Unit 2- Ultimate questions. 

Unit 3- Comparative Religion. 

The topics studied in Y8 will allow students to engage in the following thought-provoking questions. 

  • Can an individual change the world? 
  • How do people’s beliefs (religious and non- religious) influence their actions? 
  • What are the arguments for the existence of God? 
  • What are the arguments that challenge the existence of God? 
  • How do people make sense of hardship and suffering? 
  • What is the relationship between science and religion? 
  • How should we relate to others and to the natural world? 

Year 9  

Unit 1- Is all life sacred? 

Unit 2- Religion and prejudice. 

Unit 3- Religion, war and peace. 

The topics studied in Y9 will allow students to engage in the following thought-provoking questions. 
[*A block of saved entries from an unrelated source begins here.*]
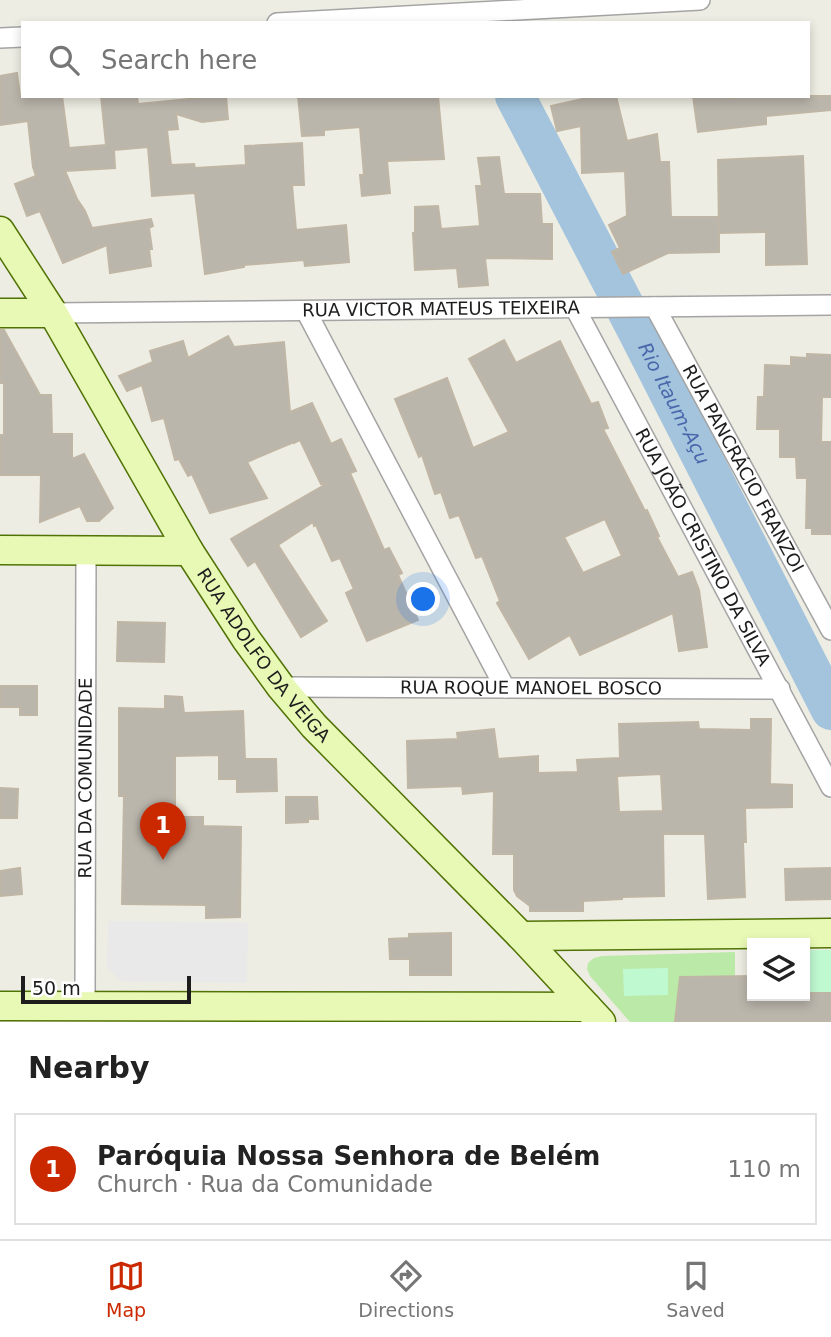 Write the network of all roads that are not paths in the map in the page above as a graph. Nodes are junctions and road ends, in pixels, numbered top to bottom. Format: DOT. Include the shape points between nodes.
graph roads {
  1 [pos="700,0"];
  2 [pos="312,21"];
  3 [pos="21,37"];
  4 [pos="0,38"];
  5 [pos="0,231"];
  6 [pos="831,305"];
  7 [pos="647,307"];
  8 [pos="576,308"];
  9 [pos="306,311"];
  10 [pos="0,313"];
  11 [pos="53,313"];
  12 [pos="0,550"];
  13 [pos="86,550"];
  14 [pos="189,551"];
  15 [pos="831,630"];
  16 [pos="281,687"];
  17 [pos="505,688"];
  18 [pos="780,690"];
  19 [pos="831,788"];
  20 [pos="831,933"];
  21 [pos="521,936"];
  22 [pos="0,1006"];
  23 [pos="85,1006"];
  24 [pos="343,1014"];
  25 [pos="594,1015"];
  1 -- 2 [label="street"];
  3 -- 4 [label="street"];
  5 -- 11 [label="street, RUA ADOLFO DA VEIGA"];
  6 -- 7 [label="street, RUA VICTOR MATEUS TEIXEIRA"];
  7 -- 8 [label="street, RUA VICTOR MATEUS TEIXEIRA"];
  7 -- 15 [label="street, RUA PANCRÁCIO FRANZOI"];
  8 -- 9 [label="street, RUA VICTOR MATEUS TEIXEIRA"];
  8 -- 18 [label="street, RUA JOÃO CRISTINO DA SILVA"];
  9 -- 11 [label="street, RUA VICTOR MATEUS TEIXEIRA"];
  9 -- 17 [label="street"];
  10 -- 11 [label="street"];
  11 -- 14 [label="street, RUA ADOLFO DA VEIGA"];
  12 -- 13 [label="street"];
  13 -- 14 [label="street"];
  13 -- 23 [label="street, RUA DA COMUNIDADE"];
  14 -- 16 [label="street, RUA ADOLFO DA VEIGA"];
  16 -- 17 [label="street, RUA ROQUE MANOEL BOSCO"];
  16 -- 21 [label="street, RUA ADOLFO DA VEIGA"];
  17 -- 18 [label="street, RUA ROQUE MANOEL BOSCO"];
  18 -- 19 [label="street, RUA JOÃO CRISTINO DA SILVA"];
  20 -- 21 [label="street"];
  21 -- 25 [label="street, RUA ADOLFO DA VEIGA"];
  22 -- 23 [label="street"];
  23 -- 24 [label="street"];
  24 -- 25 [label="street"];
}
  • How do we make choices? 
  • Has science got all the answers? 
  • How, should I lead my life?  
  • How should we relate to others and to the natural world? 
  • How do people make sense of hardship and suffering? 
  • What do religious individuals teach about moral and ethical issues? 

Key Stage 4 (Years 10 and 11)

The course uses the key elements studied in year 9 alongside two religions studied in year 10 and 11. The course runs for two years.

Teacher in Charge: Mr M Hawkins

What course do students follow?

This is a full course in OCR Religious Studies 9-1

What will students study?

The course the pupils will follow explores moral dilemmas relevant to life in the ethics topics and enquires into various ideas about why people believe and what they believe in the philosophy topics. Pupils also explore the beliefs, teachings and practices of Christianity and Islam in the modern world.


ETHICS & PHILOSOPHY (First three units are studied in Year 9)

  • Human Relationships - Including family, marriage, divorce, sexual relationships and contraception.
  • Peace and Justice - Including attitudes towards war, violence, capital punishment and the treatment of criminals.
  • The existence of God, gods and the ultimate reality - The question of God, the nature of reality and how people experience God.
  • Dialogue between religious and non-religious beliefs and attitudes - Challenges for religion, dialogue between different religious and non-religious groups.

Beliefs, Teachings and Practices- Christianity

This theme includes a variety of topics including the following:

  • Nature of God
  • Concept of God as a Trinity of persons
  • Biblical accounts of Creation
  • The problem of evil and suffering and a loving and righteous God
  • Jesus Christ
  • The concept of salvation
  • Beliefs and teachings about Heaven, Hell, Life and Death
  • Worship
  • Prayer
  • Pilgrimage
  • Role of the Church in local and national communities

Beliefs, Teachings and practices- Islam

This theme includes a variety of topics including the following:

  • Core beliefs
  • Prophethood
  • Sources of wisdom
  • Angels
  • Beliefs about life after death and human accountability

How will students study?

Styles of working will be varied and will include studying independently and in groups.  There will be opportunities to express personal views in a supportive atmosphere and to listen to, and learn from each other and guest speakers.

Additional Information

There is no coursework, it is graded on 100% final examinations, but regular homework will be set to develop knowledge and skills.

R.E. is about:

  • Giving pupils the opportunity to consider their own responses to life’s experiences, social issues and the world they live in.
  • Exploring views, including those of Christians, which have contributed to our culture, traditions and values, such as respect, tolerance, justice, caring for others, doing your best and a spirit of open minded   enquiry.
  • Enabling views to be developed on the idea of God and why people may be religious.
  • Think about the concept of good and evil, right and wrong.
  • Consider the question, ‘Can a scientist be religious?

R.E. is not about:

  • Expecting or persuading anyone to “be religious”.  It’s about looking at situations in life’s experience from social, religious and personal viewpoints, enabling pupils to develop the skills to consider a range of ideas and draw their own conclusions.
  • Employers value the subject as an indication that pupils have a fair minded approach, and can look at and respect different viewpoints, whilst expressing their own informed opinion.